**Problem details:** The word "cover" marks the lines to copy; find all of them in the entries below.

**Records from a data source:**
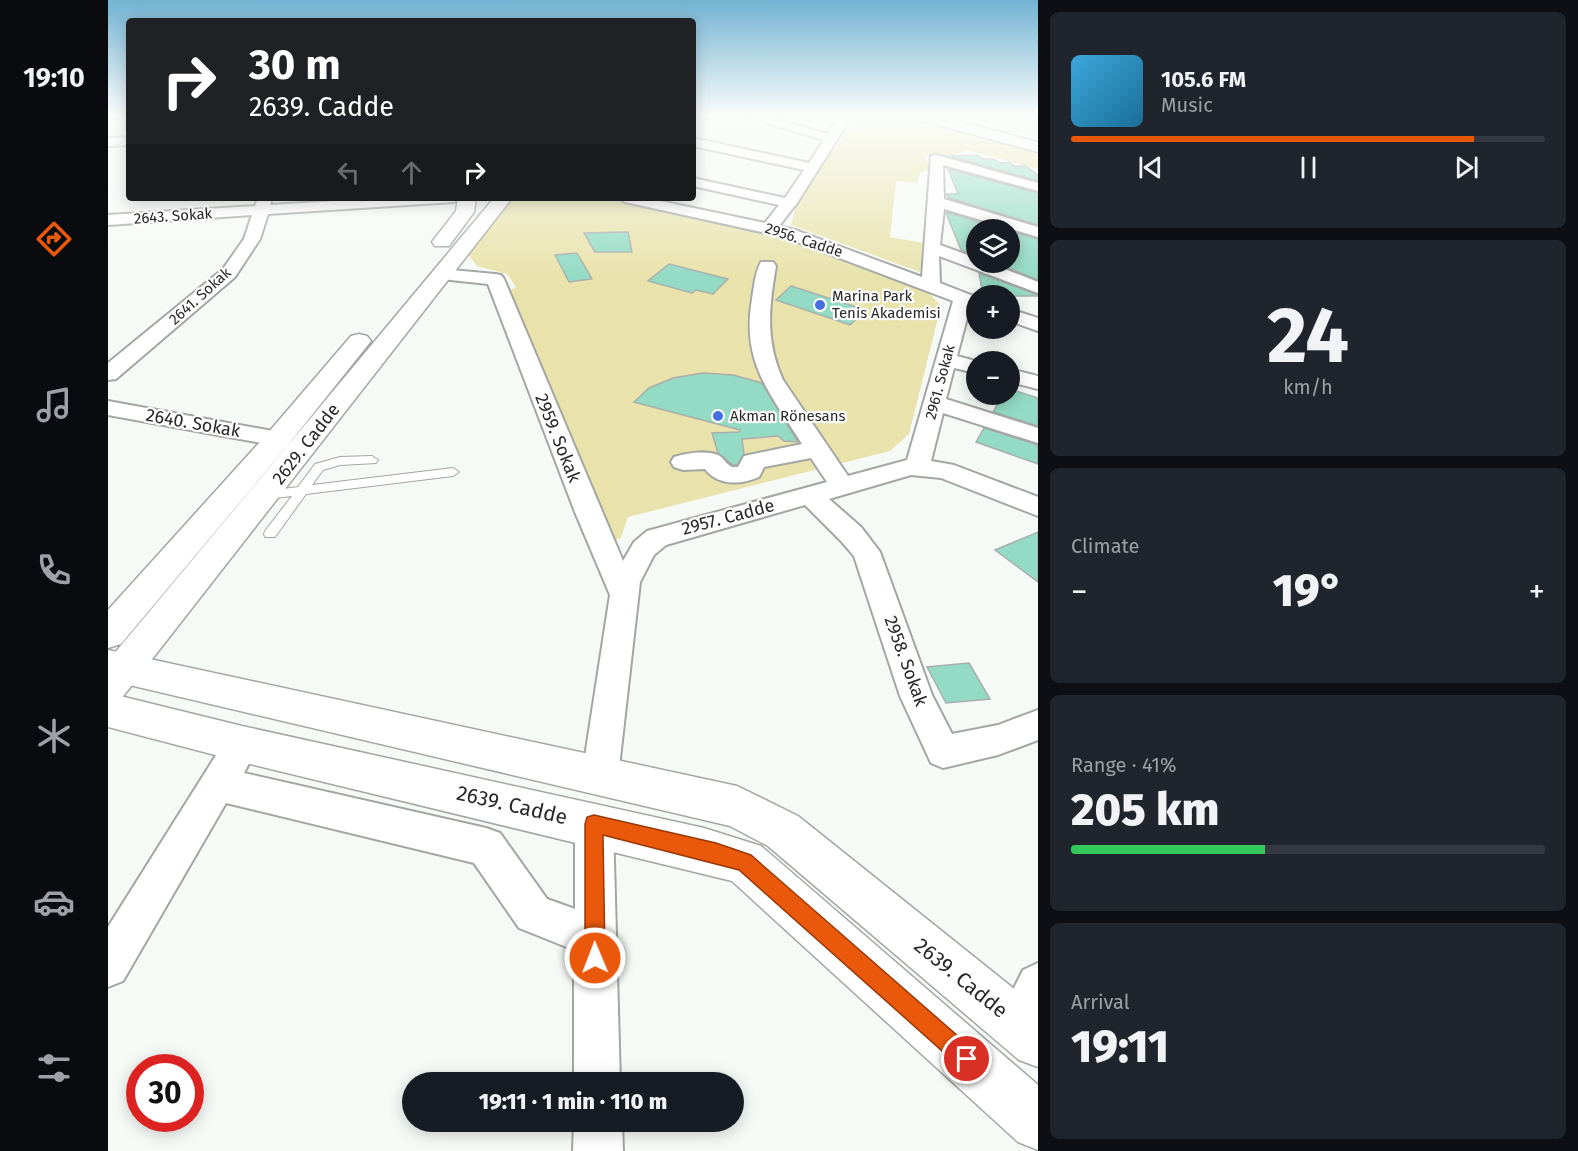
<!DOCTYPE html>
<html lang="en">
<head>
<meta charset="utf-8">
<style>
  body { margin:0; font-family:"Fira Sans",sans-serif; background:#20242c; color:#f1f3f6; height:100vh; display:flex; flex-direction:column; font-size:22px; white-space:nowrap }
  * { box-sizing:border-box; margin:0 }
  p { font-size:20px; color:#9ea1a6 }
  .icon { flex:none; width:33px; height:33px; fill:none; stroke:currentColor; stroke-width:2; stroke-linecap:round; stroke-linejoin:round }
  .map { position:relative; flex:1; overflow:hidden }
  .panel { display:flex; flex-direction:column; gap:12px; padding:12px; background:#0d0f14; width:540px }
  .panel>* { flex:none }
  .banner { position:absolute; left:18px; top:18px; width:570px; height:183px; border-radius:6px; box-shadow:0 3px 15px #0003; background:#202124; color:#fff; overflow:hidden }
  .controls { position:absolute; left:858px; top:219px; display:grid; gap:12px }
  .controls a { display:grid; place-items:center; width:54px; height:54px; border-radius:50%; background:#171b24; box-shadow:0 3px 15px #0003; font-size:30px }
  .speed { position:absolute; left:18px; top:1054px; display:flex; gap:12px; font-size:30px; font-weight:700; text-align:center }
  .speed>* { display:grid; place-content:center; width:78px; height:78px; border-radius:50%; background:#171b24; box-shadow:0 3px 15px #0003; line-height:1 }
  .speed .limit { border:9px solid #d22; background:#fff; color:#111 }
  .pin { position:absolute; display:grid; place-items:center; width:51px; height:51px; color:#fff; margin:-26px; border:3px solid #fff; border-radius:50%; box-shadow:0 2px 6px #0007 }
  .me { position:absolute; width:66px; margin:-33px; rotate:359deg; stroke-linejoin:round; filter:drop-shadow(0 0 4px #0008) }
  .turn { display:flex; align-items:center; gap:21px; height:126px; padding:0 24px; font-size:27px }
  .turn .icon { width:78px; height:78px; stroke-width:2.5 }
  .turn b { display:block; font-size:42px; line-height:51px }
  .lanes { display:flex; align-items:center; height:57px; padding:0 24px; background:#0003; justify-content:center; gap:30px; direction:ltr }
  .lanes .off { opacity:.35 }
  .big { font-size:45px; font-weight:800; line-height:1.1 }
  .panel .widget { flex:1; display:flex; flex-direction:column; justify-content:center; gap:9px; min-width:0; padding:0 21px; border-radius:9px; background:#20242c }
  .panel .dial { align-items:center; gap:0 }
  .dial b { font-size:78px; line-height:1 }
  .song { display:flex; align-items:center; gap:18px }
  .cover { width:72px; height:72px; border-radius:9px; background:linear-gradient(135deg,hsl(200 70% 55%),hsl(200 70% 35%)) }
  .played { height:6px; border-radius:3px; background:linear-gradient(90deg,#ea580c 85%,#363941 85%) }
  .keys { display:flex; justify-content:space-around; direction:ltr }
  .heat { display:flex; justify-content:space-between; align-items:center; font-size:33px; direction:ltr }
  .charge { height:9px; border-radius:4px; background:linear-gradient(90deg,#34c759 41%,#363941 0) }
  .trip { position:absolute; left:294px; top:1072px; width:342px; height:60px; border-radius:30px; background:#171b24; box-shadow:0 3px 15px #0003; font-weight:800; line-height:60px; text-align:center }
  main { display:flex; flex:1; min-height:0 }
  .tabs { display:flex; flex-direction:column; width:108px; justify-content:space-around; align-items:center; background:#090b0e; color:#9ea1a6 }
  .tabs .icon { width:42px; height:42px }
  .tabs .active { color:#ea580c }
  .tabs b { font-size:27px; color:#f1f3f6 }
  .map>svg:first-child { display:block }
  .green { fill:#e9e3ab }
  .building { fill:#93dbc4; stroke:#a9aeac; stroke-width:1.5 }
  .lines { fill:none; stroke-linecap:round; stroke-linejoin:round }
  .service-casing { stroke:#a3a7a3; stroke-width:2 }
  .minor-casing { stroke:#a3a7a3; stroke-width:4 }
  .tertiary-casing { stroke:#a3a7a3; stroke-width:3 }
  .secondary-casing { stroke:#a3a7a3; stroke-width:3 }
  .service { fill:#fff; fill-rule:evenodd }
  .minor { fill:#fff; fill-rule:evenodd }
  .tertiary { fill:#fff; fill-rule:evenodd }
  .secondary { fill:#fff; fill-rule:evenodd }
  .route { fill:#ea580c; stroke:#983908; stroke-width:1.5 }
  .poi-dot { fill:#4670e2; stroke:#fff; stroke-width:2 }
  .labels { text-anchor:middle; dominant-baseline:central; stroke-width:4.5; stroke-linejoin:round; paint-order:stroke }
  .far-street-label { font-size:15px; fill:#272827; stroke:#fff }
  .far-poi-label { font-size:15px; fill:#272827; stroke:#fff; text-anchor:start }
  .street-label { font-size:18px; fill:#272827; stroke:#fff }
  .near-street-label { font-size:21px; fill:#272827; stroke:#fff }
</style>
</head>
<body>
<main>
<nav class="tabs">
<b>19:10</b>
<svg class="icon active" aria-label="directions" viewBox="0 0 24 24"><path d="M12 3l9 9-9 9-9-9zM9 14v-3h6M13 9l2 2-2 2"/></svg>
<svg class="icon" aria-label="music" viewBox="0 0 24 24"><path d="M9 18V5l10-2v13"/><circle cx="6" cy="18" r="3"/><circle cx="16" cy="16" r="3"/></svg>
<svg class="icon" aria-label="phone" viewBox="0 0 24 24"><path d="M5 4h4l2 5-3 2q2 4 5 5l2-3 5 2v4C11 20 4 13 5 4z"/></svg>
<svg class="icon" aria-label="climate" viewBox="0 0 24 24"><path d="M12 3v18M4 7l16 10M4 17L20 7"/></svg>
<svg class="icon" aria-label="car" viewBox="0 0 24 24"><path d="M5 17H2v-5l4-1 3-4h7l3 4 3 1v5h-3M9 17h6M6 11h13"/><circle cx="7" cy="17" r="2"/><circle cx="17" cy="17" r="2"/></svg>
<svg class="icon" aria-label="filters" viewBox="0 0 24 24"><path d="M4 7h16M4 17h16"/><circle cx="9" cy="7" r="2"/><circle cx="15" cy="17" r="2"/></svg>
</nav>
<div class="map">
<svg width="930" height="1151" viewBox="0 0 930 1151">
  <rect width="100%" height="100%" fill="#f6faf7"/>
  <path class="green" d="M749,116H794L930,153V169L860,150L837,158L825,155L816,156L822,169L812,173L809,183L788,181L782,237L816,243L812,272L683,225C689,205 693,180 708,164C722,149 725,157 735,134H742Z
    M405,198H502L693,242L821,293L833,306L801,434L782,451L520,517L513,538L502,541L397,294L408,287L399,274L369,266L358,252Z"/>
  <path class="building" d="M870,155L875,159H886L891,163L901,162L907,166H918L930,175V181L841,156Z
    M840,169L930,193V225L841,198L838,194H850Z
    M838,213H841L897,230H868V256L853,250Z
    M902,231L930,239V280L886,262H902Z
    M520,232L524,252H487L476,233Z
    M469,253L484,279L461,282L447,255Z
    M561,264L604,275L620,279L605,294L588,290L584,293L540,281Z
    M871,273L930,295V296H891L890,292L874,290Z
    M683,286L758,310L742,325L668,300Z
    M595,373L625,375L654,383L690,442L676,441L670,436L634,439L636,454L629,465H625L610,453L604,433L631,432L632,430L526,402L541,388L565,378Z
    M902,389L930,398V426L885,412L895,394H902Z
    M876,428L930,445V464L868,442Z
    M930,532V582L887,550Z
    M861,663L882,699L838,703L819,667Z"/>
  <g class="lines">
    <defs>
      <path id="service" d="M264,456L270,460L268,463L232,465L215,470L204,485L345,468L351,472L345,476L198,494L167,537H157L156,534L157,531L184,496L157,499L153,498L151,495L153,492L190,487L207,464L232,457Z"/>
      <path id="minor" d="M636,116H656L720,134L732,116H744L689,203L671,226L687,230L814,277L823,156L828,155L930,183V191L835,165L836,199L930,227V237L836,209L832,245L868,258V262H879L930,282V293L831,256L832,283L868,297V308L862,307L849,356L871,362H868V373L846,368L838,399L930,428V443L835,413L823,461L846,465L930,497V516L833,478L803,475L721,499L753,527L772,552L824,695L844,734L890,725L930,710V740L890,755L835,768L823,763L792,696L746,556L733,541L697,505L558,545L546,555L532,582L510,776L505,788L492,793L479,788L474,776L502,595L467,512L380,284L333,279L327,278L324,274L327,270L333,269L387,274L393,275L396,279L515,561L526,542L539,531L719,482L703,458L656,467L651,477C633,485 610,486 597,469L575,470L566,467L563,462L566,457C578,453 598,450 610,455C615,457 618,464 624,467H630L636,456L694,444C662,393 633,363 644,299C646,287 647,272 653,262H665L668,266C661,307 657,341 675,380L740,476L799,460L845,301L676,237L517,202L510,198H538L657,223L671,205L585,186V178L677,198L696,170L585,146V138L701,163L716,140Z
        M21,137V145L0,146V138Z
        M150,198H164L162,205L275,198H353L346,202L160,214L152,239L127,277L8,379L0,380V363L115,269L136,239L144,215L0,225V215L147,206Z
        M902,309L930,318V331L902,321Z
        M902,369L930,376V389L902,382Z
        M0,401L170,432L178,434L182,439L178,444L170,446L0,415Z
        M134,728L146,733L151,744L136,773L378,828L392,833L439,899L467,909V824L473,811L486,806L499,811L505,824L512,1083H466V950L411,928L366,863L118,803L15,981L0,987V927L122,733Z
        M930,963V1031L926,1040L910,1046L894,1040L888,1024L915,970Z
        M466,1122H514L515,1151H465Z"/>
      <path id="tertiary" d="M0,650L629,786L690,816L930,1008V1067L911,1060L660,846L622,826L0,680Z
        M0,693L134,726L596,828L653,846L930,1085V1150L910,1142L624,881L134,762L0,727Z"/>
      <path id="secondary" d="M806,116H830L930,142V152L808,119Z
        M350,198H368L366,212L341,246H327L324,242L348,211Z
        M386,198H404L13,699L0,704V661Z
        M251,334L259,336L263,341L259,346L180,445L13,644L0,648V610L160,433L243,336Z"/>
    </defs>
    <use href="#service" class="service-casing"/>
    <use href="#minor" class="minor-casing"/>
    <use href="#tertiary" class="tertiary-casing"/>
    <use href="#secondary" class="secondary-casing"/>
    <use href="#service" class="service"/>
    <use href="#minor" class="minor"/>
    <use href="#tertiary" class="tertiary"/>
    <use href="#secondary" class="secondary"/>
  </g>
  <linearGradient id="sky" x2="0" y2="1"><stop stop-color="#72b3d2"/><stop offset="0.42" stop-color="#fbfdfb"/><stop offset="1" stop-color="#fbfdfb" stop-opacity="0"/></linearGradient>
  <rect width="930" height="277" fill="url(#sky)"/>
  <path class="route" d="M486,815L608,843L643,855L867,1051L870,1059L867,1066L859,1070L851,1066L631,870L495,835L497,958L494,965L487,968L480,965L477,958V824L479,817Z"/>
  <g class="poi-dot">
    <circle cx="712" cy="305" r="6"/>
    <circle cx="610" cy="416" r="6"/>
  </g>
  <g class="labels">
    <g class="far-street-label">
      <text transform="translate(65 216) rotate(-4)">2643. Sokak</text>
      <text transform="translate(696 240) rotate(18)">2956. Cadde</text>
      <text transform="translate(92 296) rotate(-42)">2641. Sokak</text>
      <text transform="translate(832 382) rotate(-75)">2961. Sokak</text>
    </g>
    <g class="far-poi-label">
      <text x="724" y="296">Marina Park<tspan x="724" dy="17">Tenis Akademisi</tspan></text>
      <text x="622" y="416">Akman Rönesans</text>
    </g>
    <g class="street-label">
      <text transform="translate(85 423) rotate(10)">2640. Sokak</text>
      <text transform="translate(450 438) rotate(68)">2959. Sokak</text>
      <text transform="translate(198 444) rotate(-52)">2629. Cadde</text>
      <text transform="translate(620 517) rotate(-15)">2957. Cadde</text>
      <text transform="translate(798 661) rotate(70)">2958. Sokak</text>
    </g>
    <g class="near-street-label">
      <text transform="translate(404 805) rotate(13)">2639. Cadde</text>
      <text transform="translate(853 978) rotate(39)">2639. Cadde</text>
    </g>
  </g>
</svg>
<div class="controls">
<a><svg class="icon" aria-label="layers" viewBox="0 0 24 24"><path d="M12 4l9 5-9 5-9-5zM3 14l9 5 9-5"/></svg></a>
<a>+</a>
<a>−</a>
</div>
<div class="speed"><div class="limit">30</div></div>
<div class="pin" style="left:859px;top:1059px;background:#d93025"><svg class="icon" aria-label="arrive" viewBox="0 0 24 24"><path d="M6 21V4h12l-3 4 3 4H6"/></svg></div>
<svg class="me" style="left:487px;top:958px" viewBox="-20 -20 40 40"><circle r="17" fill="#ea580c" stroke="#fff" stroke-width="3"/><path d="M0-11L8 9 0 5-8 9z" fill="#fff"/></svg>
<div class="trip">19:11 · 1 min · 110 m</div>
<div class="banner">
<div class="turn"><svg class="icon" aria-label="right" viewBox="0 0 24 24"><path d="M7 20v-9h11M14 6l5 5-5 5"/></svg><div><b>30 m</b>2639. Cadde</div></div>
<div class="lanes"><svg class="icon off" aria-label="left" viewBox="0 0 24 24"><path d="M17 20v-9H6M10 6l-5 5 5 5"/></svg><svg class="icon off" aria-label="ahead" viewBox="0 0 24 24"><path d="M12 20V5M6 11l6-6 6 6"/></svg><svg class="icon" aria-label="right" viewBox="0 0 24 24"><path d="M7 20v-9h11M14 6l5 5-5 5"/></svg></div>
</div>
</div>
<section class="panel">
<div class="widget">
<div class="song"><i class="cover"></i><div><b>105.6 FM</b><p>Music</p></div></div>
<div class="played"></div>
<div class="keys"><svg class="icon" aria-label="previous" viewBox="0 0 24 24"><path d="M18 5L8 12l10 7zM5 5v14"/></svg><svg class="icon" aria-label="pause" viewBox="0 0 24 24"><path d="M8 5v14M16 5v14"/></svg><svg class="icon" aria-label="next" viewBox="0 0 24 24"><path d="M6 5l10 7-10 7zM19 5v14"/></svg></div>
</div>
<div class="widget dial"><b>24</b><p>km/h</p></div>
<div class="widget"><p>Climate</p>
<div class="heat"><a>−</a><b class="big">19°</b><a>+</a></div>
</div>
<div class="widget"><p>Range · 41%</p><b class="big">205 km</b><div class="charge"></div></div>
<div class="widget"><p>Arrival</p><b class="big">19:11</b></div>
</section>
</main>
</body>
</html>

**Result:**
  .cover { width:72px; height:72px; border-radius:9px; background:linear-gradient(135deg,hsl(200 70% 55%),hsl(200 70% 35%)) }
<div class="song"><i class="cover"></i><div><b>105.6 FM</b><p>Music</p></div></div>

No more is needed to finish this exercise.